Stuart will arrange a time with you to meet at Dover Marina, usually an hour or two before high tide. This can be at any time and it is very normal for a swim to start in the middle of the night in the small hours.
Find out more about them on our rules page
Once on the boat, the observer who will be officiating your swim will take your details down. You will need to show them your passport and also passports for any crew you have coming onboard with you. French board control have the right to stop and inspect them as we cross their border, although this rarely happens.
Sea Leopards crew will then talk you through your safety onboard and anything else you need to be aware of.
Sea Leopard Crew
Sea Leopard takes between 20-30 minutes to get over to Samphire Hoe, where we normally start swims. The crew and observer will make sure you know where you are and when you need to be ready by to get in the water. Use this time to let your crew familiarise themselves with Sea Leopard, chat to the crew and make sure you have everything you need for the start of your swim. Also make sure that you (the swimmer) stays warm!

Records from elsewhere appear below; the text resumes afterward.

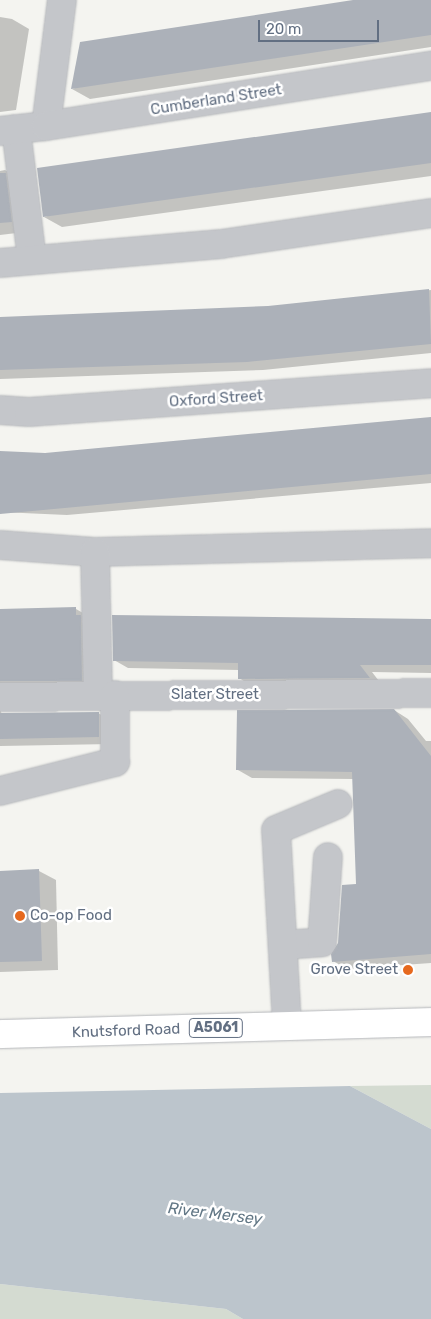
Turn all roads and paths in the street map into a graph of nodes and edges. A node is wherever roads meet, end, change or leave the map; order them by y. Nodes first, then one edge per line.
1 (62, 0) edge
2 (431, 66) edge
3 (46, 126) junction
4 (8, 130) edge
5 (431, 213) edge
6 (32, 260) junction
7 (0, 263) edge
8 (431, 383) edge
9 (0, 410) edge
10 (431, 543) edge
11 (0, 545) edge
12 (95, 552) junction
13 (431, 693) edge
14 (107, 695) junction
15 (0, 697) edge
16 (0, 791) edge
17 (338, 804) dead end
18 (328, 856) dead end
19 (283, 945) junction
20 (431, 1022) edge
21 (287, 1025) junction
22 (0, 1034) edge

1 - 3 street
2 - 3 street, Cumberland Street
3 - 4 street, Cumberland Street
4 - 6 street
5 - 6 street
6 - 7 street
8 - 9 street, Oxford Street
10 - 12 street
11 - 12 street
12 - 14 street
13 - 14 street, Slater Street
14 - 15 street, Slater Street
14 - 16 street
17 - 19 street
18 - 19 street
19 - 21 street
20 - 21 highway, Knutsford Road / A5061
21 - 22 highway, Knutsford Road / A5061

Your swim will normally start from West side of Samphire Hoe, where there’s a stretch of pebbled beach. You will have company here too, as this where the other channel swimming vessels start their swims from too.

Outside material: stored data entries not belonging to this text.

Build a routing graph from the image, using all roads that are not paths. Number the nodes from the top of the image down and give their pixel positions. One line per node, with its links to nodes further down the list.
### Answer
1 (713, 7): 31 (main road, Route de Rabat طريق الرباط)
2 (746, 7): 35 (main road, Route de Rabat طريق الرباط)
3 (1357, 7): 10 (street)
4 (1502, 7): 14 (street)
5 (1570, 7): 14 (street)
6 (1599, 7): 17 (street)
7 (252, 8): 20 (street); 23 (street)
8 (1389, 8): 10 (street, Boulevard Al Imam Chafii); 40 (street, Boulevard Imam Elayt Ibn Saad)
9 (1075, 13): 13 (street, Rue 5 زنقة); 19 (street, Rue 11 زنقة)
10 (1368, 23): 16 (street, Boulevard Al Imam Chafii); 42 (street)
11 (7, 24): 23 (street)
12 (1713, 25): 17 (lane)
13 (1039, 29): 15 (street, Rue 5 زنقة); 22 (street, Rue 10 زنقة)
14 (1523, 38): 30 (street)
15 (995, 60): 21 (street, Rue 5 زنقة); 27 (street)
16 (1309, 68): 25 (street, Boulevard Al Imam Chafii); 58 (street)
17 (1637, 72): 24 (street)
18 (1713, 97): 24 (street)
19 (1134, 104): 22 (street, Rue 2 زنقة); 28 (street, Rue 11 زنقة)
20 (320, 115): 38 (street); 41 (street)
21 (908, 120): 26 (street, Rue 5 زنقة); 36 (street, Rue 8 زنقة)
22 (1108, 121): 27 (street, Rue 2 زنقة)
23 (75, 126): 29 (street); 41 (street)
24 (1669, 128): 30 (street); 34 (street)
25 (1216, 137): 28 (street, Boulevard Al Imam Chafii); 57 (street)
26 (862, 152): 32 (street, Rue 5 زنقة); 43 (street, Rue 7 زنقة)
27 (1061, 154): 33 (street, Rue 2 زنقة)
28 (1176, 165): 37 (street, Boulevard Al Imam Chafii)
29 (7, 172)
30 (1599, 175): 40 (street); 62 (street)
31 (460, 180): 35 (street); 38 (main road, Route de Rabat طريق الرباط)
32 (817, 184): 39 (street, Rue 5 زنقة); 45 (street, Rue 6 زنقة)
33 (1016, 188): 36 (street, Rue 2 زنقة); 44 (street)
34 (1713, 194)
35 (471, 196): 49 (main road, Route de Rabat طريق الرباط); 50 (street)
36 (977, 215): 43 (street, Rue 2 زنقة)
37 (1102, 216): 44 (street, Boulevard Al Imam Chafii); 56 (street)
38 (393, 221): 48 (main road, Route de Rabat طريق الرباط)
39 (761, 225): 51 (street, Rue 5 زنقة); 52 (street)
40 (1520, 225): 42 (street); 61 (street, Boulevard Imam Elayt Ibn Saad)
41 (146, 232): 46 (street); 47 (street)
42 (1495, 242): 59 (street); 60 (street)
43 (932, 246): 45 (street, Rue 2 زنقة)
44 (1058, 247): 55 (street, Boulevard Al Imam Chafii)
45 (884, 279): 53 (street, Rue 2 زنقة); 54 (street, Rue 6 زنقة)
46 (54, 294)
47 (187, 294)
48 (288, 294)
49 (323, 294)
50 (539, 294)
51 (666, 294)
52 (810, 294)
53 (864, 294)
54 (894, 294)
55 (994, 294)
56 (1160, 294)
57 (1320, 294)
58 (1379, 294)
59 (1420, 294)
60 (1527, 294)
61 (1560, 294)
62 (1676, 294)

The crew will ask you to either jump off the side of the boat or climb in down the ladder on the back of the boat. You will then swim into land following the light in or swimming straight into the beach during day light. Once clear of the water, a loud blast from Sea Leopard’s horn will sound the start of your swim.
The next bit of the swim is very much up to you. You are the boats second engine and determine how fast you will move across the channel. During the swim you are going to need to take on feeds (which is a whole new topic). You will need to work out what works for you in terms of feeding, well in advance of the swim. Leaving this until the big day is an almost sure fire way for a swim to fail. Please ask for advice or the other channel & long distance swimming groups around the UK. Feeding is extremely personal though, take in advice, but take time to work out your own strategy.
Throughout the whole swim, Stuart and his team will be in contact with Dover Coastguard and Gris Nez Traffic for the whole swim, abiding the navigational laws governing of one of the busiest shipping lanes in the world, Dover Straits. This is not something for you to worry about, but one of the many reasons you need an experienced pilot like Stuart.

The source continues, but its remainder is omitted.